I would like to seek the forum's opinion a matter. Our pool league has 12 teams, but only 5 sets of tables. We play round robin with a bye during the season. All teams make play-offs, but since we are limited to 3 matches per day and need to play over the weekend, the proposed format is as follows:
Final round 4 teams play round robin
1st place gets a bye to the final on Day 2
The rest play on Day 1 divided into 3 houses. Winner of each house goes to Day 2
1 house would have 3 teams, the other 2 would have 4 teams. Again, round robin.

Question is, what arrangement of teams is a better/fairer distribution (numbers are in order of ranking):
House 1:   2     7  10
House 2:   3  5  8  11
House 3:   4  6  9  12
or:
House 1:   2     9  12
House 2:   3  5  7  11
House 3:   4  6  8  10

That's the simple assessment. team 2 gets an advantage of one less team to play. Question is make them play the weakest teams or balance it across all three?

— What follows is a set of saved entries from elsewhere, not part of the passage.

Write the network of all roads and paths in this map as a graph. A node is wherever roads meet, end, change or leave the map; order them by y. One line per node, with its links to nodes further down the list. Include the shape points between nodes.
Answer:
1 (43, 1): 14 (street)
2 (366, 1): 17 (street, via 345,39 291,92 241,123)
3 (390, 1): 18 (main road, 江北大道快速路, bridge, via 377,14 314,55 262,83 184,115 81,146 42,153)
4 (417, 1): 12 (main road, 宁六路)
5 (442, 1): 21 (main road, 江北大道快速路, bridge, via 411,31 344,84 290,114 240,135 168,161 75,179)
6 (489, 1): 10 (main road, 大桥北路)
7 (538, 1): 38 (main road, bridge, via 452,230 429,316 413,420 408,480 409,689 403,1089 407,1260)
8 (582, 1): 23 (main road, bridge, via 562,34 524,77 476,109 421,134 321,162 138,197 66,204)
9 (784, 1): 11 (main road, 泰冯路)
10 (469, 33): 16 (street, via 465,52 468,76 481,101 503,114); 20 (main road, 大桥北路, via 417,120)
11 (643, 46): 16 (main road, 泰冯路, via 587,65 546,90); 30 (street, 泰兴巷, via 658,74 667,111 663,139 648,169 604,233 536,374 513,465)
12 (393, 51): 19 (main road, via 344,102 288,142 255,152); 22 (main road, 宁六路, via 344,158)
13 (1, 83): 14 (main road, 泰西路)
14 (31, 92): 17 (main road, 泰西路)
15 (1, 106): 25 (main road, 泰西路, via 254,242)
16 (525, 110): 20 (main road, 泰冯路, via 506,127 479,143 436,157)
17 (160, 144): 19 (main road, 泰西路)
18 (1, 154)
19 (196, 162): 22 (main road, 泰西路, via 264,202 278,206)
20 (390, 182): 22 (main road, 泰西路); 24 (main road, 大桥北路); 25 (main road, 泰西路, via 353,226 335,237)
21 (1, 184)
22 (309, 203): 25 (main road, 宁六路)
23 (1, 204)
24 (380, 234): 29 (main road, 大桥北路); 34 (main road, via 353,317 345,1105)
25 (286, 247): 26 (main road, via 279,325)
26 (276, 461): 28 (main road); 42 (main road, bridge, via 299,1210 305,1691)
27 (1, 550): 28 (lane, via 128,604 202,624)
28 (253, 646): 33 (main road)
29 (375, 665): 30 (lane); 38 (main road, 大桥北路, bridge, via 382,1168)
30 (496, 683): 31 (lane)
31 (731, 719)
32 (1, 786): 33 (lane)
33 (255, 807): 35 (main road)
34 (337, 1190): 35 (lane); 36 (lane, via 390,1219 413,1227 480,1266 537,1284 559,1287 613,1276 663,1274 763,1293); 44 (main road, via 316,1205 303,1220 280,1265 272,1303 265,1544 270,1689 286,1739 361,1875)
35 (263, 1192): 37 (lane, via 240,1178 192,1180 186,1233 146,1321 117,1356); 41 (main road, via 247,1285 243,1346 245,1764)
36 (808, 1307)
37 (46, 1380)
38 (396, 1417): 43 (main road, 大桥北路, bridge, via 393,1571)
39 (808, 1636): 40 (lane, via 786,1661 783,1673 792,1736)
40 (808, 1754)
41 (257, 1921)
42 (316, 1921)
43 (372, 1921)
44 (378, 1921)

The other catch is there is a handicap system in place. Not sure if it really matters, but I'll try to explain.
Each match is 5 players play each of 5 from other team per leg. 10 pts for a winner and 1pt per ball down to loser, so max 50 per leg. Team's winning legs, not points determine overall winner.
Each player has carries average from previous matches, the team's averages are added up and the rounded difference is the handicap added to the weaker team.
So team A, Average is 40 (8.0 per player), team B is 30 (6.0 pp).
In a leg, say score is A:44 to B:35. Add the handicap (10 pts) to B and they win the leg.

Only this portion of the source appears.